[Haskell-cafe] How is laziness defined?

TJ tjay.dreaming at gmail.com
Mon Feb 5 00:37:36 EST 2007

On 2/5/07, ajb at spamcop.net <ajb at spamcop.net> wrote:
> Quoting TJ <tjay.dreaming at gmail.com>:
> > I would think that with 100% laziness, nothing would happen until the
> > Haskell program needed to output data to, e.g. the console. Quite
> > obviously that's not it. So how is laziness defined in Haskell?
> It means that the program behaves as if "things" are evaluated if and
> only if they are needed.  "Needed" in the Haskell sense, means "needed
> to do I/O".

So it's just IO which makes things run huh? OK that's basically what I
said there.

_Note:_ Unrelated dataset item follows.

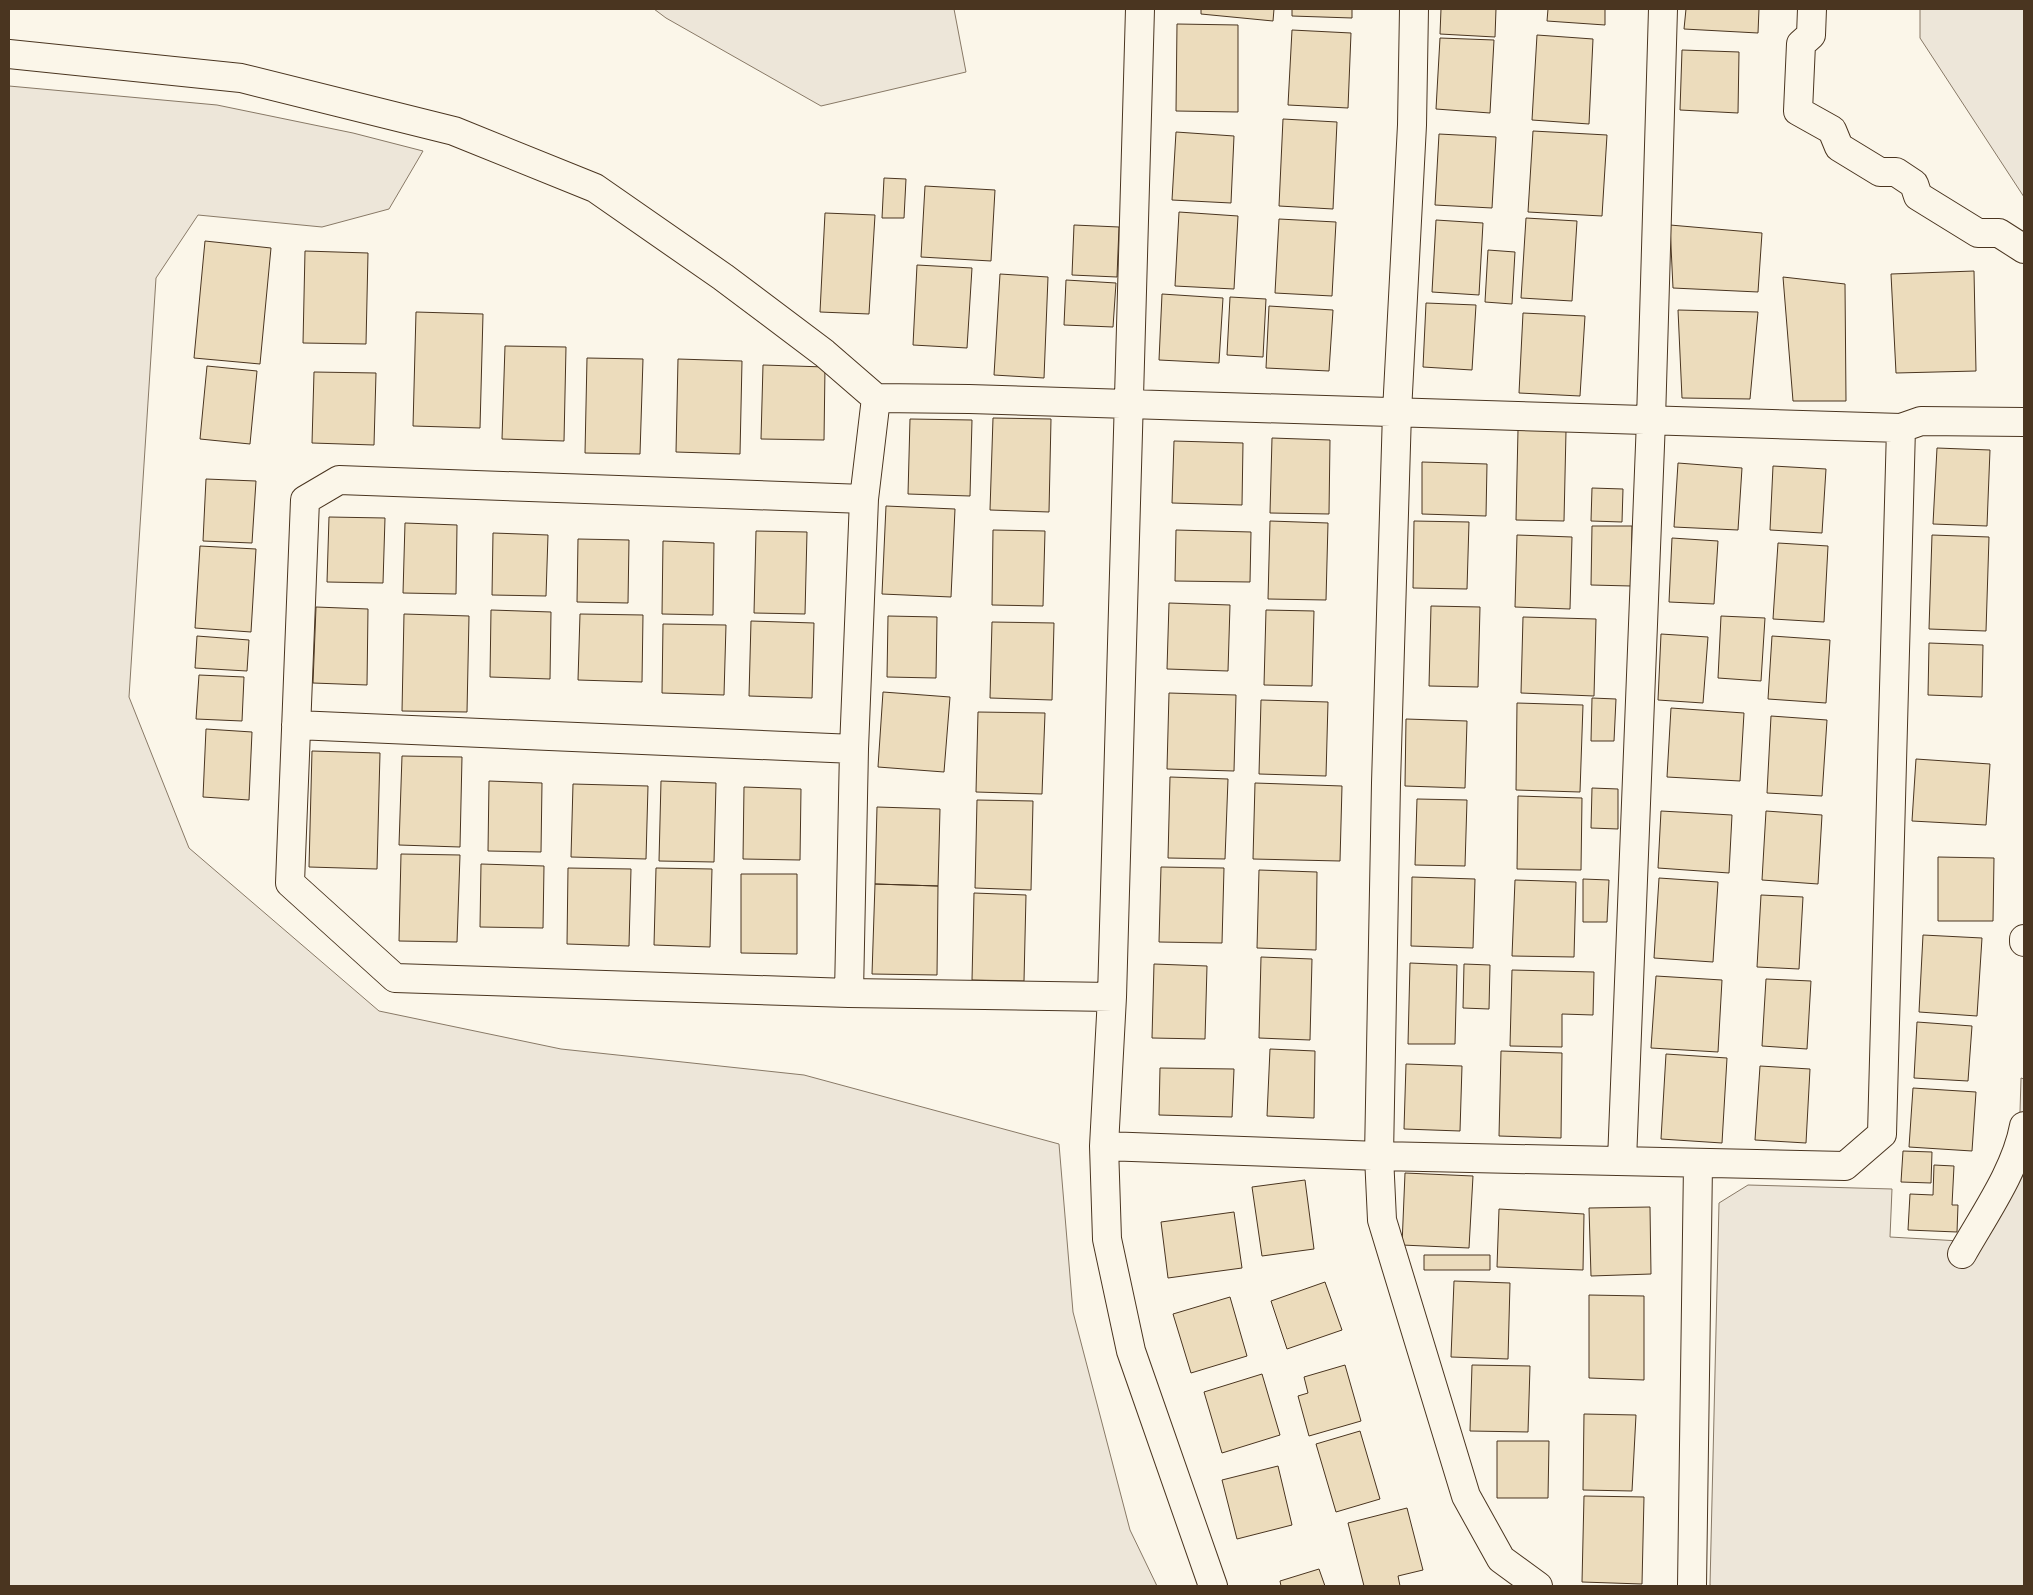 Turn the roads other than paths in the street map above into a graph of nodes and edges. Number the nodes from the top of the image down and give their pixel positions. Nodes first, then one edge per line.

Cool.

> > This is one of the things that just boggles my mind everytime I try to
> > wrap it around this thing called Haskell ;)
> The cool part is that for the most part, it doesn't matter.  It just
> works.  If you ever come across a case where it doesn't just work (e.g.
> if you need a tilde pattern), you'll be ready for it.

I despise using what I don't understand. It's a big problem but one
which is more insurmountable than understanding Haskell, I think...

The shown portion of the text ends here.